Yonggang HU  Xiongwei ZHANG  Xia ZOU  Gang MIN  Meng SUN  Yunfei ZHENG  

IEICE TRANSACTIONS on Fundamentals of Electronics, Communications and Computer Sciences   Vol.E98-A   No.12   pp.2701-2704
Publication Date: 2015/12/01
Online ISSN: 1745-1337
DOI: 10.1587/transfun.E98.A.2701
Type of Manuscript: LETTER
Category: Speech and Hearing
non-negative matrix factorization,  speech presence probability,  statistical model-based filter,  

Full Text: PDF(436.2KB)>>
Buy this Article

 | Errata[Uploaded on November 1,2016]

The conventional non-negative matrix factorization (NMF)-based speech enhancement is accomplished by updating iteratively with the prior knowledge of the clean speech and noise spectra bases. With the probabilistic estimation of whether the speech is present or not in a certain frame, this letter proposes a speech enhancement algorithm incorporating the speech presence probability (SPP) obtained via noise estimation to the NMF process.

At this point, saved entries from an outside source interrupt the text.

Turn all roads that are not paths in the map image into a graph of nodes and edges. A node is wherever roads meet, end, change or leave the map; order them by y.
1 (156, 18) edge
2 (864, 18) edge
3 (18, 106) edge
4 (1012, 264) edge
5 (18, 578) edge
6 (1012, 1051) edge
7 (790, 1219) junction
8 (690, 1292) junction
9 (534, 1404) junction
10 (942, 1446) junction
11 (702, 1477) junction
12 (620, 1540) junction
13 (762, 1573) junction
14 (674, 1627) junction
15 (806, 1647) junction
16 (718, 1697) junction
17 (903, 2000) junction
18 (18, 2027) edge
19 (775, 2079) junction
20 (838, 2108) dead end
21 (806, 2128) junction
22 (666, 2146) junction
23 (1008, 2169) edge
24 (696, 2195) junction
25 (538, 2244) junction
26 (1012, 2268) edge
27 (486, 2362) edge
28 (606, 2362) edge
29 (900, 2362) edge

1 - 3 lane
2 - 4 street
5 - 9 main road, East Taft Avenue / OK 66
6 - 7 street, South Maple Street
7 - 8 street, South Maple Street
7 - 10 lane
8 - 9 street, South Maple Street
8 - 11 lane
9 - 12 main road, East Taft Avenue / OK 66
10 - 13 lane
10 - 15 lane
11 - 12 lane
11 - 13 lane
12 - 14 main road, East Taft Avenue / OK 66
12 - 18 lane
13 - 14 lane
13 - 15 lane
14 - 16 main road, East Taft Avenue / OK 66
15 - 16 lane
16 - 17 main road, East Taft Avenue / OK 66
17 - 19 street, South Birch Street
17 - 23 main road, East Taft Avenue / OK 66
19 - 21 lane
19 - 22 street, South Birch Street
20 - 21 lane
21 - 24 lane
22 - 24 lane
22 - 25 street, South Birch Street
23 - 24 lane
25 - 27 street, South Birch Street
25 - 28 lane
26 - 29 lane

To take advantage of both the NMF-based and statistical model-based approaches, the final enhanced speech is achieved by applying a statistical model-based filter to the output of the SPP weighted NMF. Objective evaluations using perceptual evaluation of speech quality (PESQ) on TIMIT with 20 noise types at various signal-to-noise ratio (SNR) levels demonstrate the superiority of the proposed algorithm over the conventional NMF and statistical model-based baselines.